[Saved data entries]

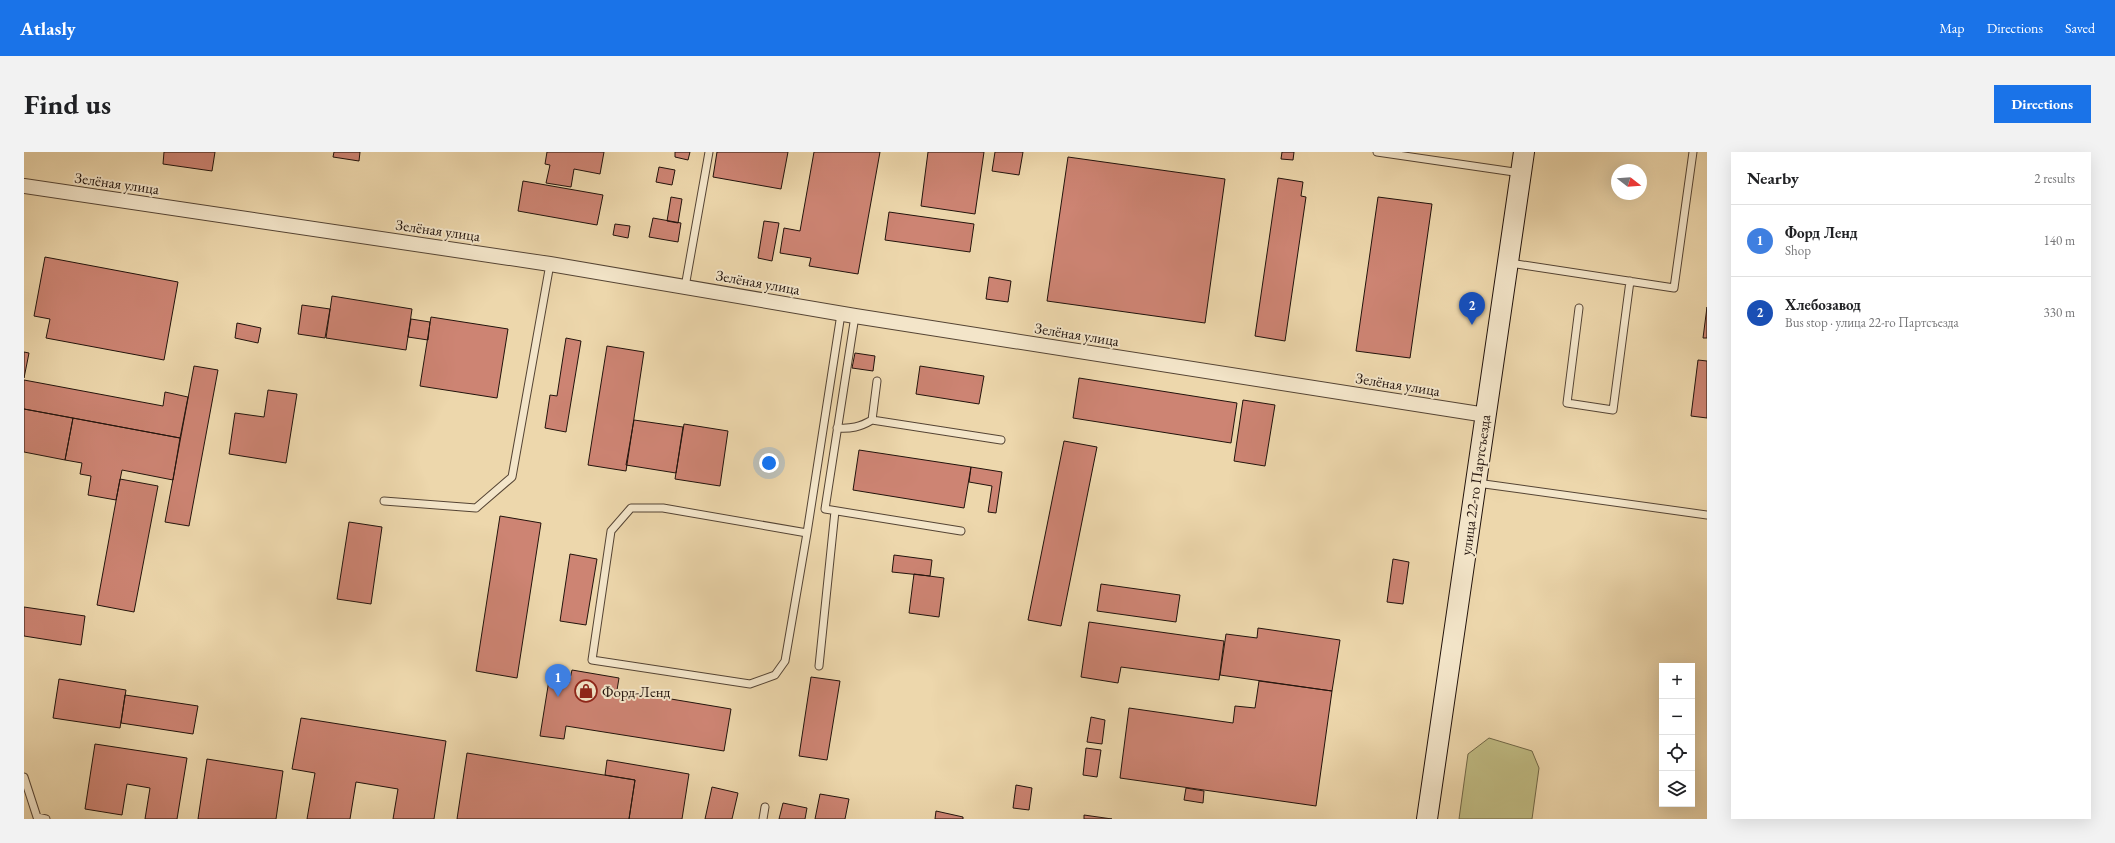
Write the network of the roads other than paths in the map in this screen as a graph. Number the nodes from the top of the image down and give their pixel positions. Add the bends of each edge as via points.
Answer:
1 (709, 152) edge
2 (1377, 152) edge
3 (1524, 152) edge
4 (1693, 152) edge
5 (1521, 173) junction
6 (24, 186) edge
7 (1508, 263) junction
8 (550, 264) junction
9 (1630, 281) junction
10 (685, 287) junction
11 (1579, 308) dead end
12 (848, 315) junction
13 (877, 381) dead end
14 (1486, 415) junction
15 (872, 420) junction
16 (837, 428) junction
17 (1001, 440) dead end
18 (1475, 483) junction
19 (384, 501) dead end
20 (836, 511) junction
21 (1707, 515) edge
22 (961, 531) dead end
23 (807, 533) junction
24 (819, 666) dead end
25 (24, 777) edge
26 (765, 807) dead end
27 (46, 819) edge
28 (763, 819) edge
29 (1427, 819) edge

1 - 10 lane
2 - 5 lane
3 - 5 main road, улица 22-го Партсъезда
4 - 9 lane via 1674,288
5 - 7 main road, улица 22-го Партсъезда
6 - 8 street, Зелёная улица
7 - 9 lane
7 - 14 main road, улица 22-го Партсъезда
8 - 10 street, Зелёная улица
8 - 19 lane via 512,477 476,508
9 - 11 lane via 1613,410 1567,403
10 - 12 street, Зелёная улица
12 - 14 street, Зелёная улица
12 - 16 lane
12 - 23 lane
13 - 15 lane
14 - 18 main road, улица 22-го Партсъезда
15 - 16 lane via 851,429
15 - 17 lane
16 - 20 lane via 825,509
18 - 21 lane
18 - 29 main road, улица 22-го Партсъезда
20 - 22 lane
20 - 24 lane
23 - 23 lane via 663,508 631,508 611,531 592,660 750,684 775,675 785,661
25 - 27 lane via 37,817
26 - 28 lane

**WHAT THE EXERCISE ASKS**
Among the lines of these entries, find those that contain "edge". Give their number and nothing else.

**RESPONSE TO THIS TASK**
11